Top down Python

J

John Allsup

What is needed for proper learning is near-absolute simplicity.
Even one toy too many to play with is an intolerable distraction,
but one too few massively hampers learning and induces boredom.

I want to be able to say:
1. Put a nice picture on the background.
2. Put a terminal window with, say, 64x20 lines, dead centre.
3. Run a simple REPL program written in Python or Ruby within it.
I do not really want to write any more lines of code than I need to.
Why do we not have langauges and libraries that can do the above
with only five lines of code (line 0 == setup, line 4 == cleanup).

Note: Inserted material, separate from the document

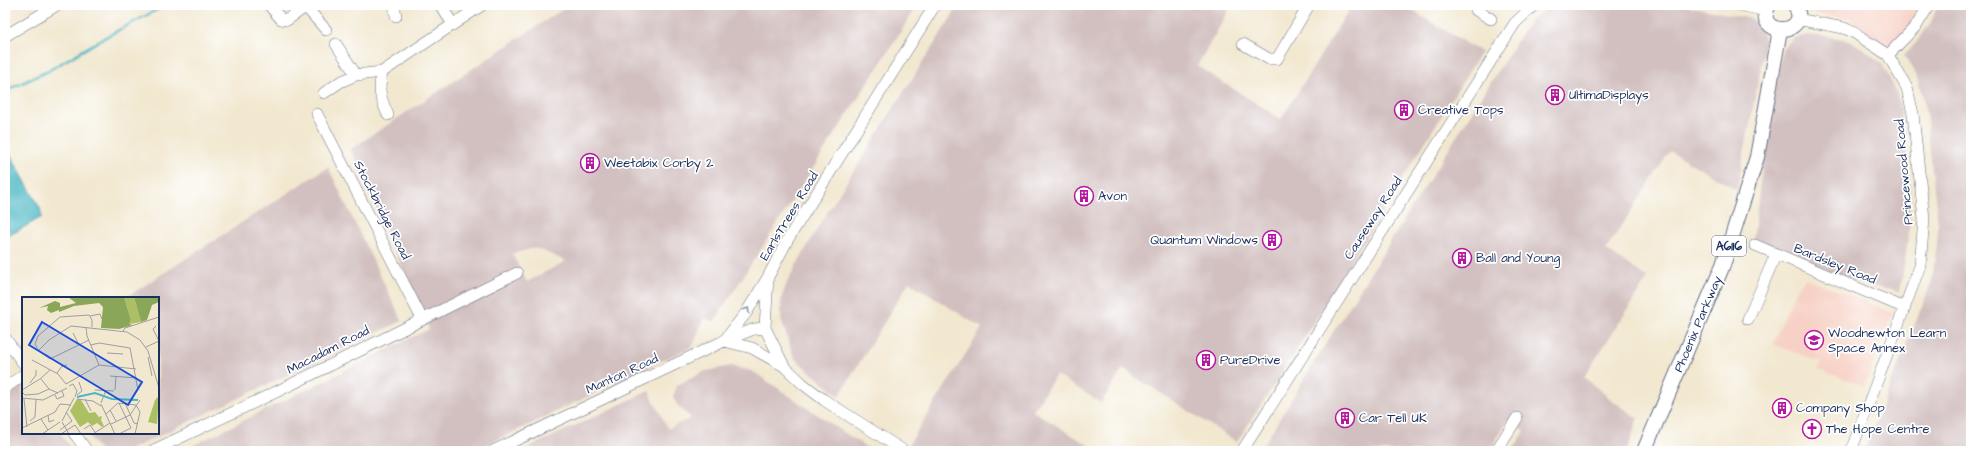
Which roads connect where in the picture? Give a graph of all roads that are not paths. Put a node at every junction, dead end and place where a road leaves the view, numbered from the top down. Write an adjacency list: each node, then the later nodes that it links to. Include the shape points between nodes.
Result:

Programming should be that efficient if we learn to make things
beautiful and not tolerate wastes of lines and characters, on
a global scale as well as locally to our projects.

Consider
====
#!/usr/bin/env python3

from myappfw import app
from myapp1 import repl
app.background = "Moutains1"
t = app.terminal.open(title="Typing commands One Oh One",position="centre",
width="80%",height="72%",rows="20",columns="64")
exit(t.run(repl))
====

What Python would I need to write, as concise but readable as
practically possible, so that the above program works as desired (for
any repl that obeys the basic input-process-output behaviour of a repl)?

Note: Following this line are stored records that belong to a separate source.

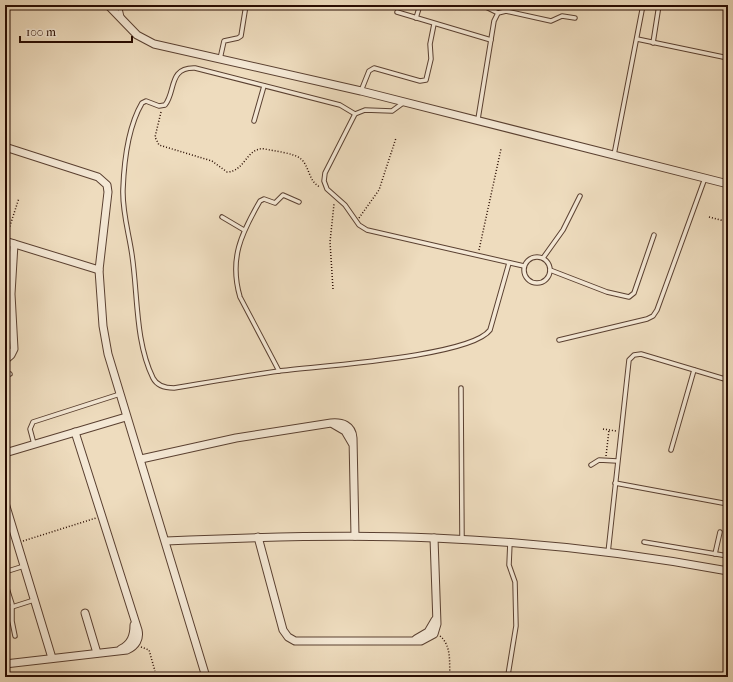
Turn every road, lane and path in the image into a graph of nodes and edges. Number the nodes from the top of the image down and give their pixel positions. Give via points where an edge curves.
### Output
1 (108, 5) edge
2 (119, 5) edge
3 (246, 5) edge
4 (420, 5) edge
5 (482, 5) edge
6 (644, 5) edge
7 (660, 5) edge
8 (397, 12) dead end
9 (498, 13) junction
10 (416, 18) junction
11 (575, 18) dead end
12 (123, 21) junction
13 (434, 24) junction
14 (637, 39) junction
15 (491, 40) junction
16 (653, 43) junction
17 (728, 58) edge
18 (220, 59) junction
19 (264, 86) junction
20 (361, 91) junction
21 (404, 101) junction
22 (162, 106) junction
23 (355, 114) junction
24 (478, 119) junction
25 (254, 120) dead end
26 (396, 138) dead end
27 (5, 147) edge
28 (501, 148) dead end
29 (614, 155) junction
30 (705, 178) junction
31 (728, 184) edge
32 (327, 189) junction
33 (336, 196) junction
34 (580, 196) dead end
35 (19, 198) dead end
36 (299, 202) dead end
37 (222, 217) dead end
38 (709, 217) dead end
39 (357, 221) junction
40 (728, 222) edge
41 (244, 230) junction
42 (654, 235) dead end
43 (5, 241) edge
44 (14, 244) junction
45 (478, 256) junction
46 (543, 258) junction
47 (509, 263) junction
48 (524, 266) junction
49 (99, 270) junction
50 (550, 270) junction
51 (333, 289) dead end
52 (559, 340) dead end
53 (5, 360) edge
54 (694, 370) junction
55 (279, 372) junction
56 (10, 374) dead end
57 (5, 375) edge
58 (728, 380) edge
59 (461, 388) dead end
60 (120, 394) junction
61 (126, 417) junction
62 (603, 429) dead end
63 (610, 430) junction
64 (620, 431) junction
65 (76, 432) junction
66 (34, 444) junction
67 (671, 450) dead end
68 (5, 453) edge
69 (142, 459) junction
70 (606, 460) junction
71 (617, 461) junction
72 (591, 465) dead end
73 (615, 483) junction
74 (5, 503) edge
75 (728, 504) edge
76 (102, 517) junction
77 (720, 532) dead end
78 (355, 536) junction
79 (258, 537) junction
80 (434, 538) junction
81 (462, 539) junction
82 (166, 541) junction
83 (510, 542) junction
84 (644, 542) dead end
85 (17, 543) junction
86 (608, 553) junction
87 (715, 554) junction
88 (728, 556) edge
89 (24, 566) junction
90 (728, 571) edge
91 (5, 572) edge
92 (5, 582) edge
93 (34, 600) junction
94 (12, 607) junction
95 (85, 613) dead end
96 (436, 616) junction
97 (134, 621) junction
98 (434, 634) junction
99 (15, 636) dead end
100 (413, 641) junction
101 (135, 646) junction
102 (118, 650) junction
103 (97, 653) junction
104 (52, 658) junction
105 (5, 664) edge
106 (155, 671) dead end
107 (508, 675) dead end
108 (205, 676) edge
109 (450, 677) edge

1 - 12 street
2 - 12 lane
3 - 18 lane via 241,36 224,41
4 - 10 lane
5 - 9 lane
6 - 14 lane
7 - 16 lane
8 - 10 lane
9 - 11 lane via 506,11 551,21 562,16
9 - 15 lane
10 - 13 lane
12 - 18 street via 148,42
13 - 15 lane
13 - 20 lane via 426,80 420,81 374,68 369,71
14 - 16 lane
14 - 29 lane
15 - 24 lane
16 - 17 lane
18 - 20 street
19 - 22 lane via 187,68 177,75 167,101
19 - 23 lane via 340,105
19 - 25 lane
20 - 21 street
21 - 23 lane via 392,112 365,110
21 - 24 street
22 - 32 path via 155,137 159,145 215,162 227,172 239,168 252,152 259,149 296,156 303,161 314,183
22 - 55 lane via 146,101 140,105 128,147 123,188 124,212 142,337 154,378 159,384 170,388
23 - 32 lane via 325,173
24 - 29 street
26 - 39 path via 379,190
27 - 49 street via 105,182 108,192
28 - 45 path
29 - 30 street
30 - 31 street
30 - 52 lane via 653,316
32 - 33 lane
33 - 39 lane
33 - 51 path via 330,242
34 - 46 lane via 563,230
35 - 43 path
36 - 41 lane via 283,195 275,203 262,199
37 - 41 lane
38 - 40 path
39 - 45 lane via 363,228 372,232
41 - 55 lane via 235,263 237,286 244,308
42 - 50 lane via 634,292 629,297 607,292
43 - 44 street
44 - 49 street
44 - 53 street via 11,294 14,349 11,356
45 - 47 lane
46 - 48 lane via 530,258
46 - 50 lane
47 - 48 lane
47 - 55 lane via 492,326 488,334 480,339 424,354
48 - 50 lane via 527,278 534,283 545,280
49 - 60 street via 103,326
54 - 58 lane
54 - 64 lane via 641,354 631,357 627,367
54 - 67 lane
56 - 57 lane
59 - 81 lane
60 - 61 street
60 - 66 lane via 32,422 30,429
61 - 65 street
61 - 69 street
62 - 63 path
63 - 64 path
63 - 70 path
64 - 71 lane
65 - 66 street
65 - 76 street
66 - 68 street
69 - 78 street via 236,438 331,423 343,424 351,429 353,438
69 - 82 street
70 - 71 lane
70 - 72 lane via 596,461
71 - 73 lane
73 - 75 lane
73 - 86 lane
74 - 85 street
76 - 85 path
76 - 97 street
77 - 87 lane
78 - 79 street
78 - 80 street
79 - 82 street
79 - 100 street via 283,630 288,637 295,641
80 - 81 street
80 - 96 street
81 - 83 street
82 - 108 street
83 - 86 street
83 - 107 lane via 510,565 515,582 516,626
84 - 87 lane
85 - 89 street
86 - 90 street
87 - 88 lane
89 - 91 lane
89 - 93 street
92 - 94 lane
93 - 94 lane
93 - 104 street
94 - 99 lane
95 - 103 street
96 - 98 street
96 - 100 street via 428,632
97 - 101 street via 138,634
97 - 102 street via 131,640 126,647
98 - 100 street via 426,640
98 - 109 path via 442,638 448,646
101 - 102 street via 127,650
101 - 106 path via 148,650
102 - 103 street
103 - 104 street
104 - 105 street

This is top-down design done right IMO (as described in Thinking Forth,
by the way).
 
J

John Gordon

In said:
I want to be able to say:
1. Put a nice picture on the background.
2. Put a terminal window with, say, 64x20 lines, dead centre.
3. Run a simple REPL program written in Python or Ruby within it.
I do not really want to write any more lines of code than I need to.
Why do we not have langauges and libraries that can do the above
with only five lines of code (line 0 == setup, line 4 == cleanup).

You're asking for prepackaged libraries with extremely specific behavior.
Forgive me for making an analogy on the Internet, but your request is akin
to asking for a hammer that will automatically pound six-penny nails
through half-inch drywall, while facing south, on Tuesdays.

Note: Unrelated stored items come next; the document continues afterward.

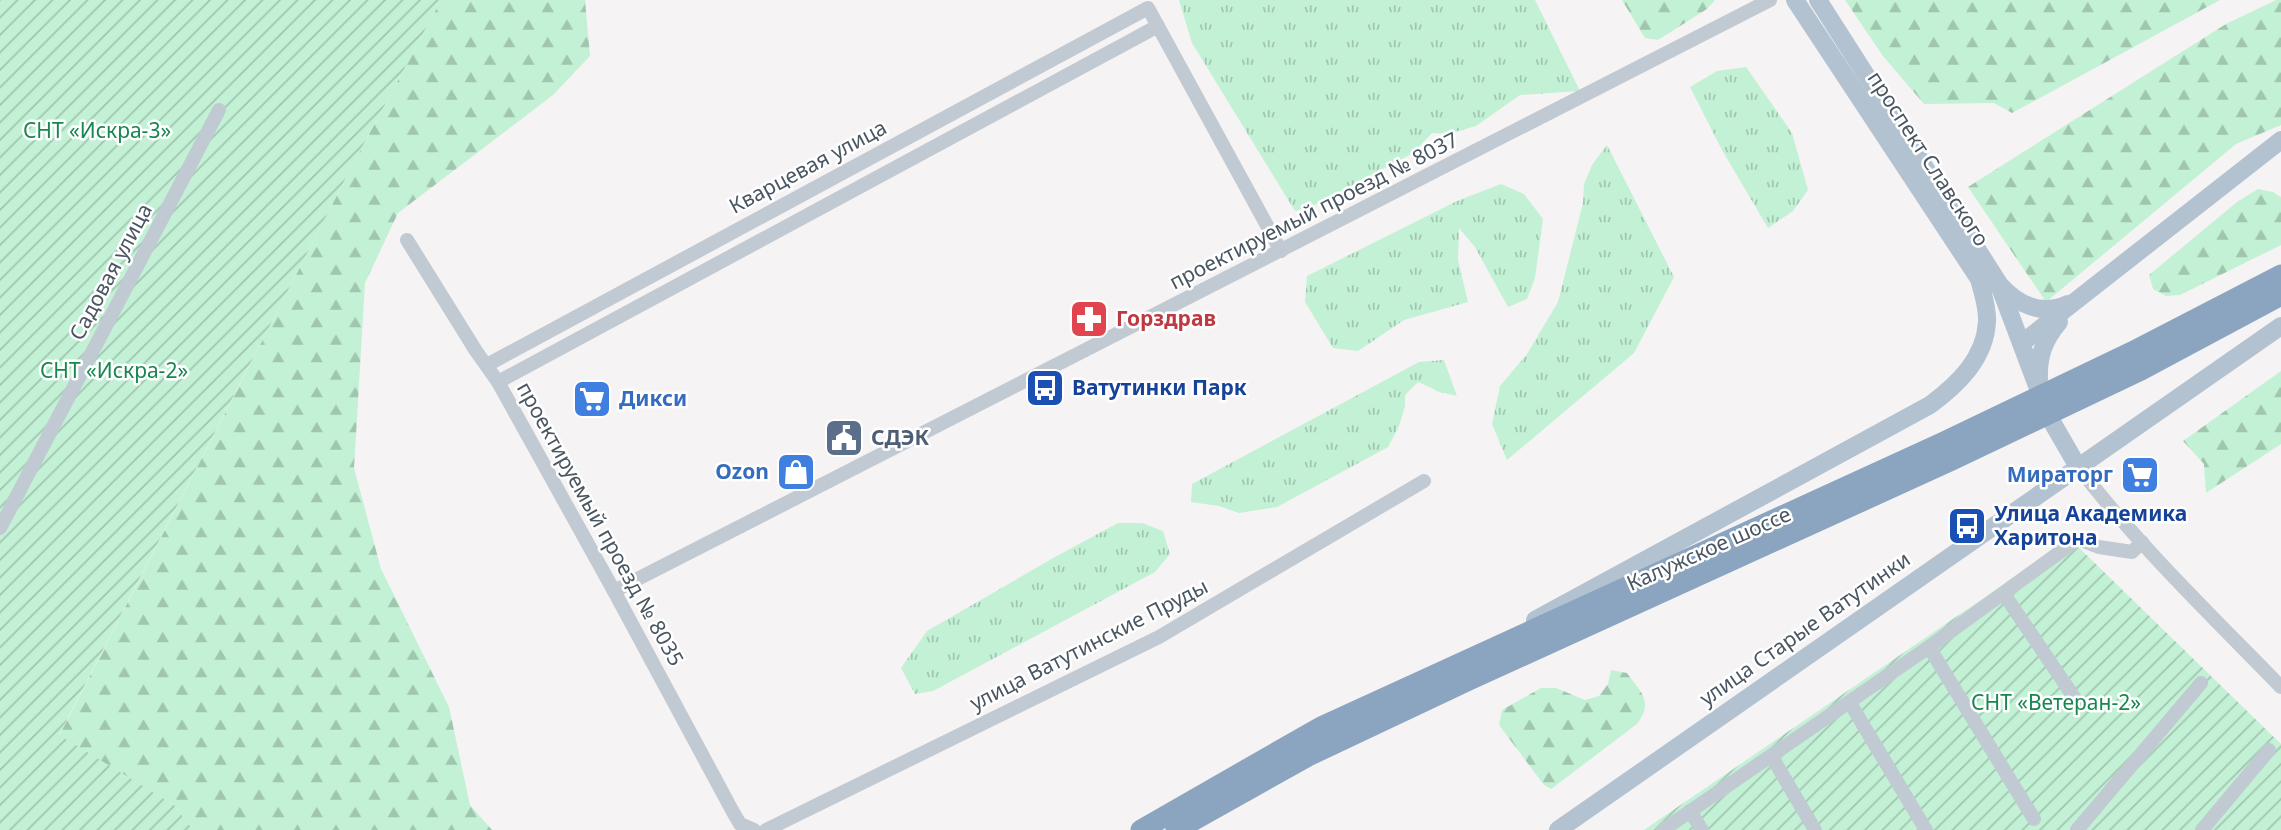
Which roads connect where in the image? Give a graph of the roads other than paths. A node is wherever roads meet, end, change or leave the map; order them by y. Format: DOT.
graph roads {
  1 [pos="1770,0"];
  2 [pos="1796,0"];
  3 [pos="1818,0"];
  4 [pos="1158,26"];
  5 [pos="219,110"];
  6 [pos="2281,140"];
  7 [pos="2281,152"];
  8 [pos="2256,159"];
  9 [pos="407,240"];
  10 [pos="1281,251"];
  11 [pos="2281,275"];
  12 [pos="1979,278"];
  13 [pos="1998,282"];
  14 [pos="2281,295"];
  15 [pos="2081,298"];
  16 [pos="2281,326"];
  17 [pos="2021,343"];
  18 [pos="2137,361"];
  19 [pos="488,365"];
  20 [pos="498,382"];
  21 [pos="2041,393"];
  22 [pos="1948,451"];
  23 [pos="2078,467"];
  24 [pos="1424,481"];
  25 [pos="0,528"];
  26 [pos="2142,542"];
  27 [pos="614,591"];
  28 [pos="2004,594"];
  29 [pos="1928,648"];
  30 [pos="1464,661"];
  31 [pos="2201,683"];
  32 [pos="2281,687"];
  33 [pos="1850,702"];
  34 [pos="2080,706"];
  35 [pos="2269,750"];
  36 [pos="1772,757"];
  37 [pos="1690,811"];
  38 [pos="2034,819"];
  39 [pos="752,830"];
  40 [pos="766,830"];
  41 [pos="1141,830"];
  42 [pos="1176,830"];
  43 [pos="1558,830"];
  44 [pos="1663,830"];
  45 [pos="1702,830"];
  46 [pos="1815,830"];
  47 [pos="1926,830"];
  48 [pos="2077,830"];
  49 [pos="2202,830"];
  1 -- 10 [label="street, проектируемый проезд № 8037"];
  2 -- 12 [label="main road, проспект Славского"];
  3 -- 13 [label="main road, проспект Славского"];
  4 -- 10 [label="street"];
  4 -- 19 [label="street, Кварцевая улица"];
  4 -- 20 [label="street, Кварцевая улица"];
  5 -- 25 [label="street, Садовая улица"];
  6 -- 8 [label="main road"];
  7 -- 8 [label="main road"];
  8 -- 15 [label="main road"];
  9 -- 19 [label="street, проектируемый проезд № 8035"];
  10 -- 27 [label="street, проектируемый проезд № 8037"];
  11 -- 18 [label="highway, Калужское шоссе"];
  12 -- 17 [label="main road, проспект Славского"];
  12 -- 30 [label="main road"];
  13 -- 15 [label="main road"];
  13 -- 17 [label="main road, проспект Славского"];
  14 -- 18 [label="highway, Калужское шоссе"];
  15 -- 17 [label="main road"];
  15 -- 21 [label="main road"];
  16 -- 23 [label="main road"];
  17 -- 21 [label="main road, проспект Славского"];
  18 -- 22 [label="highway, Калужское шоссе"];
  19 -- 20 [label="street, проектируемый проезд № 8035"];
  20 -- 27 [label="street, проектируемый проезд № 8035"];
  21 -- 23 [label="main road, проспект Славского"];
  22 -- 30 [label="highway, Калужское шоссе"];
  22 -- 42 [label="highway, Калужское шоссе"];
  23 -- 26 [label="street"];
  23 -- 43 [label="main road, улица Старые Ватутинки"];
  24 -- 40 [label="street, улица Ватутинские Пруды"];
  26 -- 28 [label="street"];
  26 -- 32 [label="street"];
  27 -- 39 [label="street, проектируемый проезд № 8035"];
  28 -- 29 [label="street"];
  28 -- 34 [label="street"];
  29 -- 33 [label="street"];
  29 -- 38 [label="street"];
  30 -- 41 [label="highway, Калужское шоссе"];
  31 -- 48 [label="street"];
  33 -- 36 [label="street"];
  33 -- 47 [label="street"];
  35 -- 49 [label="street"];
  36 -- 37 [label="street"];
  36 -- 46 [label="street"];
  37 -- 44 [label="street"];
  37 -- 45 [label="street"];
}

Such a hammer is great if those are your specific requirements, but
worthless otherwise. It's much better to sell a generic hammer. Sure,
it's a little more work for the user, but it will pound any type of nail
though a variety of surfaces. I.e., it's reusable.
 
C

Chris Angelico

You're asking for prepackaged libraries with extremely specific behavior.
Forgive me for making an analogy on the Internet, but your request is akin
to asking for a hammer that will automatically pound six-penny nails
through half-inch drywall, while facing south, on Tuesdays.

Such a hammer is great if those are your specific requirements, but
worthless otherwise. It's much better to sell a generic hammer. Sure,
it's a little more work for the user, but it will pound any type of nail
though a variety of surfaces. I.e., it's reusable.

There is a reusable component to this: a "terminal window" GUI object.
If one existed, then this would be a matter of:

1) Create window
2) Put picture as background
3) Create terminal window with size 64x20 (which, IMO, is tiny)
4) Call on subprocess to handle REPL

Depending on how compact the code is, it might take 6-10 lines rather
than five, but it would be fairly short. However, it depends on being
able to simply "create terminal window" the way you "create button" or
"create entry field". As far as I know, this doesn't exist *anywhere*,
which is why I've written a number of MUD clients whose primary
purpose is to do exactly that.

ChrisA
 
C

Chris Angelico

Maybe ....

64 characters x 20 lines

Yes, but still tiny. Normal minimum would be 80x25 (maybe 80x24). I
like to go a lot larger. When I'm compiling code, I generally maximize
the window - on today's system, that's 190x51 - and for MUDding, I'll
usually go for roughly 90x∞, because I can. :) My current MUD window
is 89x32 visible, 89x∞ stored. 64x20 means everything's going to wrap,
and it won't take much to push text off the "screen".